The greatest weekly inflows for ETH since June 2021 were recorded for the week ending on July 15 and totaled $120 million.
According to CoinShares, there have been inflows into digital investment products that give exposure to Ether (ETH) for four weeks running. This suggests that institutional opinion about the asset has changed for the better.
Before then, ETH investment products had been experiencing a protracted 11-week losing streak, with the year-to-date (YTD) outflows reaching a peak of $458 million in mid-June.
Data from the most recent edition of CoinShares’ weekly “Digital Asset Fund Flows” report shows that Ether investment products had inflows of $8.1 million between July 18 and July 22, increasing the $120 million inflows from the previous week.
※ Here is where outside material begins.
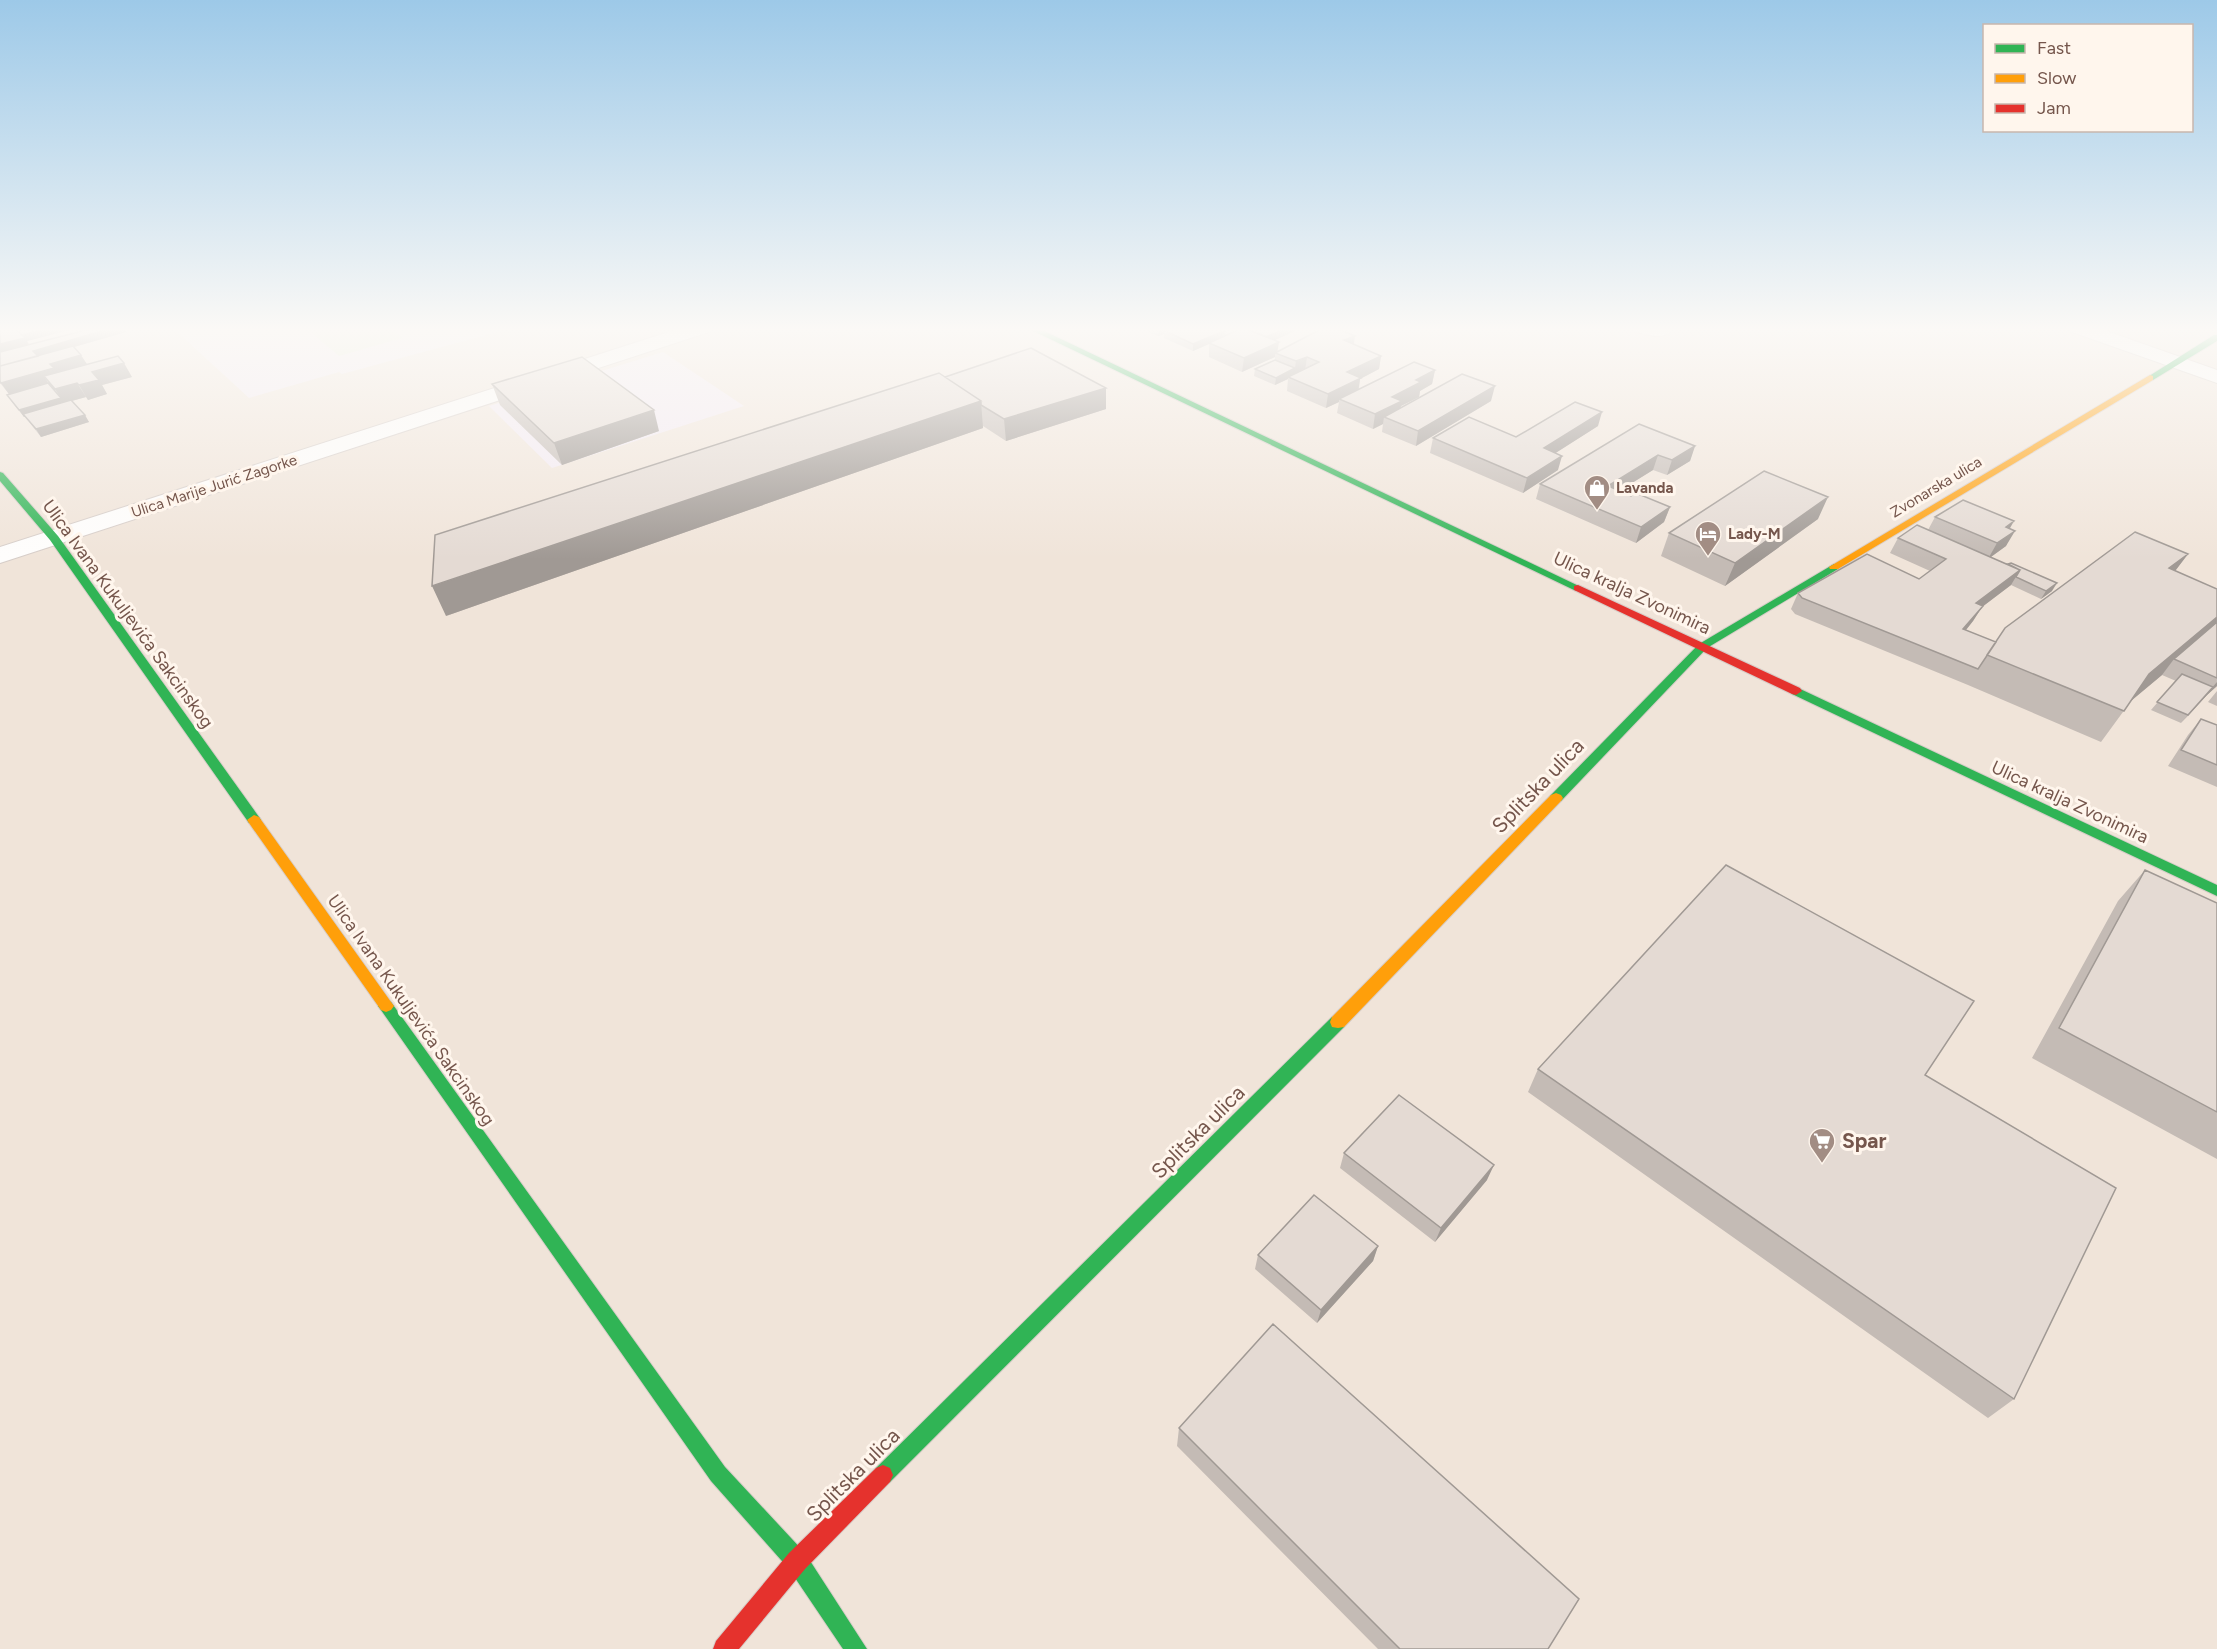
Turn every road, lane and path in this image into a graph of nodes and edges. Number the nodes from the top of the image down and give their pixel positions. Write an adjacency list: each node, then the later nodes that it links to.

The $120 million amount represents the highest weekly inflows for ETH products
since June 2021, and CoinShares believes that as Ethereum’s long-awaited Merge nears completion, “investor confidence is steadily rebounding.”
Currently, the YTD flows for ETH investment products have been reduced to outflows totaling $315 million, down from $458 million in June.
According to CoinShares statistics, investment products with exposure to Bitcoin (BTC) saw the highest inflows last week, totaling $19 million. This is in addition to the previous week, when BTC funds produced a sizable inflow of $206 million.
Notably, institutional investors have been wary about ETH for the most of 2022, but have generally been more optimistic about bitcoin (BTC) despite a few roadblocks, with BTC products garnering $241.3 million in inflows so far this year.
In a research, Singapore-based asset management IDEG said that Ethereum’s Merge will be a crucial factor in the market recovery and that overall investor opinion in cryptocurrencies is already starting to shift from neutral to optimistic.
“While there has been delays and minor setbacks in the PoW to PoS migration for Ethereum, the Merge is now projected for Sep ‘22 – this is giving the market a clear ‘positive upside catalyst’ to run with,” the report reads.
The Merge will dramatically increase the network’s sustainability and energy efficiency, making it a positive milestone for Ethereum. However, the significant improvement won’t lower gas prices, and layer 2s are anticipated to fulfill this role for the network for the foreseeable future.